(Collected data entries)
'''
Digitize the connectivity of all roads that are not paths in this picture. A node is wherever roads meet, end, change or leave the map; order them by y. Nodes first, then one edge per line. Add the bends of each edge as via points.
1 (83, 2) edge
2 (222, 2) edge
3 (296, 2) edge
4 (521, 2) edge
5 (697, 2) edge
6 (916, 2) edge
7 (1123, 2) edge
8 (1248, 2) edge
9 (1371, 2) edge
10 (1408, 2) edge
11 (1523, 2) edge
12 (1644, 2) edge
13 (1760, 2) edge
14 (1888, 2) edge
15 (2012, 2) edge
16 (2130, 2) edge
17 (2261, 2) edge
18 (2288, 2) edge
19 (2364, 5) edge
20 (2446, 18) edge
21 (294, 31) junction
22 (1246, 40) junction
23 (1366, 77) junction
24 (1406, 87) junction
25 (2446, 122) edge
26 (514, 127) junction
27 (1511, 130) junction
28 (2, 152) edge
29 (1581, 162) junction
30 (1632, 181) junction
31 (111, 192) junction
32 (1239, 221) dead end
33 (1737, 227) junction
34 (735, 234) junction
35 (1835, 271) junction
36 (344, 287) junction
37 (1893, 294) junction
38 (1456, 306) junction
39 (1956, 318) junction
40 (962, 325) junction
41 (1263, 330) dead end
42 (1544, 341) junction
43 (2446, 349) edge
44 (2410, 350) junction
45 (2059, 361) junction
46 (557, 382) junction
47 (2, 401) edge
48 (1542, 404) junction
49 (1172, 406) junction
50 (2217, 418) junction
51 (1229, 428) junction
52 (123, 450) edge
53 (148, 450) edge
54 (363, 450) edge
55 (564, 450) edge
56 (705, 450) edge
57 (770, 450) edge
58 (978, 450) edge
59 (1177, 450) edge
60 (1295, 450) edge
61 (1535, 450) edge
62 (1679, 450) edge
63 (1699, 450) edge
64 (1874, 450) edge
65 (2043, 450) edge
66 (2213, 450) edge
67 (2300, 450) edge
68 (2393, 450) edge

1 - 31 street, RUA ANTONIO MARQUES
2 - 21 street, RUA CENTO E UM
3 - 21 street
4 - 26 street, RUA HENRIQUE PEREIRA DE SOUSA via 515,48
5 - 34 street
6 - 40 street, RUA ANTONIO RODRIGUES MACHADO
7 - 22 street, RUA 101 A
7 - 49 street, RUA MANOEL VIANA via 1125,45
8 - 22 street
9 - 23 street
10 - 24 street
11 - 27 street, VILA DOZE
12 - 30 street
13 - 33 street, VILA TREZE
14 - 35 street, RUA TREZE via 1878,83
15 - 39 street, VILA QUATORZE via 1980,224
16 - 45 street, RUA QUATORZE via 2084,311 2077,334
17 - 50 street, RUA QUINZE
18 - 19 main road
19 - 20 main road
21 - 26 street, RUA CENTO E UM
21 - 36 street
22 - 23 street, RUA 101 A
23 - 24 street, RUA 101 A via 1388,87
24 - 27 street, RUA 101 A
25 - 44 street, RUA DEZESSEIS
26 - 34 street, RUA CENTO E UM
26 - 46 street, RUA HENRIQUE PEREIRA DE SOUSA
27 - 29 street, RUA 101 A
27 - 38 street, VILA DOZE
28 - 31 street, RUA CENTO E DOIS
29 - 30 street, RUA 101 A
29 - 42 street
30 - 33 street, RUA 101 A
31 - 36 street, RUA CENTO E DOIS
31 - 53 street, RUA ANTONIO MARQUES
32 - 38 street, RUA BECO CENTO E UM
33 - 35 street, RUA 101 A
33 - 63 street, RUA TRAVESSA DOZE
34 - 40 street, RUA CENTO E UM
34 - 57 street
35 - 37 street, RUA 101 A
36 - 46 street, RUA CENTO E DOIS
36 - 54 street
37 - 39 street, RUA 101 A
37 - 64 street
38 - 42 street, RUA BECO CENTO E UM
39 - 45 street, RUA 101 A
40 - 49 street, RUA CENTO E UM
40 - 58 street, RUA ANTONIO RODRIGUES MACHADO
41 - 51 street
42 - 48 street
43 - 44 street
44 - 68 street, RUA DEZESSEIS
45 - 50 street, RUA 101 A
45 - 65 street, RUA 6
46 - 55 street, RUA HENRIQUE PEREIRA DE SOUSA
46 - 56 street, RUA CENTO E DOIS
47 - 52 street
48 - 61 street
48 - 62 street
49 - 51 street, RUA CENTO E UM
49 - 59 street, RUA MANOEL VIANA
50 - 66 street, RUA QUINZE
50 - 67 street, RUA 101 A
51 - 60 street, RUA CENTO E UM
'''
TASK OBJECTIVE – Please find the lines in the data that contain the word "ANTONIO" and copy them.

WRITTEN ANSWER –
1 - 31 street, RUA ANTONIO MARQUES
6 - 40 street, RUA ANTONIO RODRIGUES MACHADO
31 - 53 street, RUA ANTONIO MARQUES
40 - 58 street, RUA ANTONIO RODRIGUES MACHADO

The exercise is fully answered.